Chinsurah Escorts ☎️8617697112 Starting From 5K to 15K High Profile Escorts ...
Chinsurah Escorts ☎️8617697112  Starting From 5K to 15K High Profile Escorts ...Chinsurah Escorts ☎️8617697112  Starting From 5K to 15K High Profile Escorts ...
Chinsurah Escorts ☎️8617697112 Starting From 5K to 15K High Profile Escorts ...Nitya salvi
 
The Ultimate Test Automation Guide_ Best Practices and Tips.pdf
The Ultimate Test Automation Guide_ Best Practices and Tips.pdfThe Ultimate Test Automation Guide_ Best Practices and Tips.pdf
The Ultimate Test Automation Guide_ Best Practices and Tips.pdfkalichargn70th171
 
+971565801893>>SAFE AND ORIGINAL ABORTION PILLS FOR SALE IN DUBAI AND ABUDHAB...
+971565801893>>SAFE AND ORIGINAL ABORTION PILLS FOR SALE IN DUBAI AND ABUDHAB...+971565801893>>SAFE AND ORIGINAL ABORTION PILLS FOR SALE IN DUBAI AND ABUDHAB...

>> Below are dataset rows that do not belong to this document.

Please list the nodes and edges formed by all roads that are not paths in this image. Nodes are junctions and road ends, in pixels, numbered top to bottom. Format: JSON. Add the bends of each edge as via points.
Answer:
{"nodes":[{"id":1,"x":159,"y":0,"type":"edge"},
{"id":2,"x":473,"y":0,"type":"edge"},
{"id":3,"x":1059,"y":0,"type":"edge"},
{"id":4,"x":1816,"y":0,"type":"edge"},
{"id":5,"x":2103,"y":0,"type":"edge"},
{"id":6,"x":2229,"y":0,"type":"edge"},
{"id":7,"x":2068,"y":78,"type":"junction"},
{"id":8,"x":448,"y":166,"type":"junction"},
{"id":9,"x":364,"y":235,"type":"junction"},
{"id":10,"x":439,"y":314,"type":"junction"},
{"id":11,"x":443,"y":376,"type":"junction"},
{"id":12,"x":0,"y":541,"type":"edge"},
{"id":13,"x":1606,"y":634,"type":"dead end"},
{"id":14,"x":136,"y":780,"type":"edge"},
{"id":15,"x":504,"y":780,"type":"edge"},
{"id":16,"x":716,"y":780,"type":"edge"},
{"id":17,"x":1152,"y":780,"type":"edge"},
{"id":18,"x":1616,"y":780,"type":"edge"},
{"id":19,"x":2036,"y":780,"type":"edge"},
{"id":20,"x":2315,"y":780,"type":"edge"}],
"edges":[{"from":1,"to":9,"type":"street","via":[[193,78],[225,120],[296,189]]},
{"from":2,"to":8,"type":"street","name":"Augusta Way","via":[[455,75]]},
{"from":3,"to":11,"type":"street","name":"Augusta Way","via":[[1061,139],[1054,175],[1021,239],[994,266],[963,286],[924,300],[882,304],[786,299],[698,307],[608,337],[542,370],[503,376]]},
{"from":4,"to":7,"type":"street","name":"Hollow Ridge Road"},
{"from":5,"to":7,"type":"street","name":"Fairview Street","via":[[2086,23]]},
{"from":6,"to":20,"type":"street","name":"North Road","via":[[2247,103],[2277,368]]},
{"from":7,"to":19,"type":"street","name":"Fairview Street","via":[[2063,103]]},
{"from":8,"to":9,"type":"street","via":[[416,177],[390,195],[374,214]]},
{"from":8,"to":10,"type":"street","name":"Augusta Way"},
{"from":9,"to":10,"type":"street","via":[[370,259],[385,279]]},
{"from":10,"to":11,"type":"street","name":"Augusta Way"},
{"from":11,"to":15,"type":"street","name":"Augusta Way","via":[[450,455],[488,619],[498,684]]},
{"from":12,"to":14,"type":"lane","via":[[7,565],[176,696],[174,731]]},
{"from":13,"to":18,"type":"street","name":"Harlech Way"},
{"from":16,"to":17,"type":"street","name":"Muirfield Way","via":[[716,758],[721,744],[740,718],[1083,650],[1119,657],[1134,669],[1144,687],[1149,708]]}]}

+971565801893>>SAFE AND ORIGINAL ABORTION PILLS FOR SALE IN DUBAI AND ABUDHAB...Health
 
%in kaalfontein+277-882-255-28 abortion pills for sale in kaalfontein
%in kaalfontein+277-882-255-28 abortion pills for sale in kaalfontein%in kaalfontein+277-882-255-28 abortion pills for sale in kaalfontein
%in kaalfontein+277-882-255-28 abortion pills for sale in kaalfonteinmasabamasaba
 
Right Money Management App For Your Financial Goals
Right Money Management App For Your Financial GoalsRight Money Management App For Your Financial Goals
Right Money Management App For Your Financial GoalsJhone kinadey
 
%in ivory park+277-882-255-28 abortion pills for sale in ivory park
%in ivory park+277-882-255-28 abortion pills for sale in ivory park %in ivory park+277-882-255-28 abortion pills for sale in ivory park
%in ivory park+277-882-255-28 abortion pills for sale in ivory park masabamasaba
 

Dernier (20)

Announcing Codolex 2.0 from GDK Software
Announcing Codolex 2.0 from GDK SoftwareAnnouncing Codolex 2.0 from GDK Software
Announcing Codolex 2.0 from GDK Software
 
10 Trends Likely to Shape Enterprise Technology in 2024
10 Trends Likely to Shape Enterprise Technology in 202410 Trends Likely to Shape Enterprise Technology in 2024
10 Trends Likely to Shape Enterprise Technology in 2024
 
Microsoft AI Transformation Partner Playbook.pdf
Microsoft AI Transformation Partner Playbook.pdfMicrosoft AI Transformation Partner Playbook.pdf
Microsoft AI Transformation Partner Playbook.pdf
 
Reassessing the Bedrock of Clinical Function Models: An Examination of Large ...
Reassessing the Bedrock of Clinical Function Models: An Examination of Large ...Reassessing the Bedrock of Clinical Function Models: An Examination of Large ...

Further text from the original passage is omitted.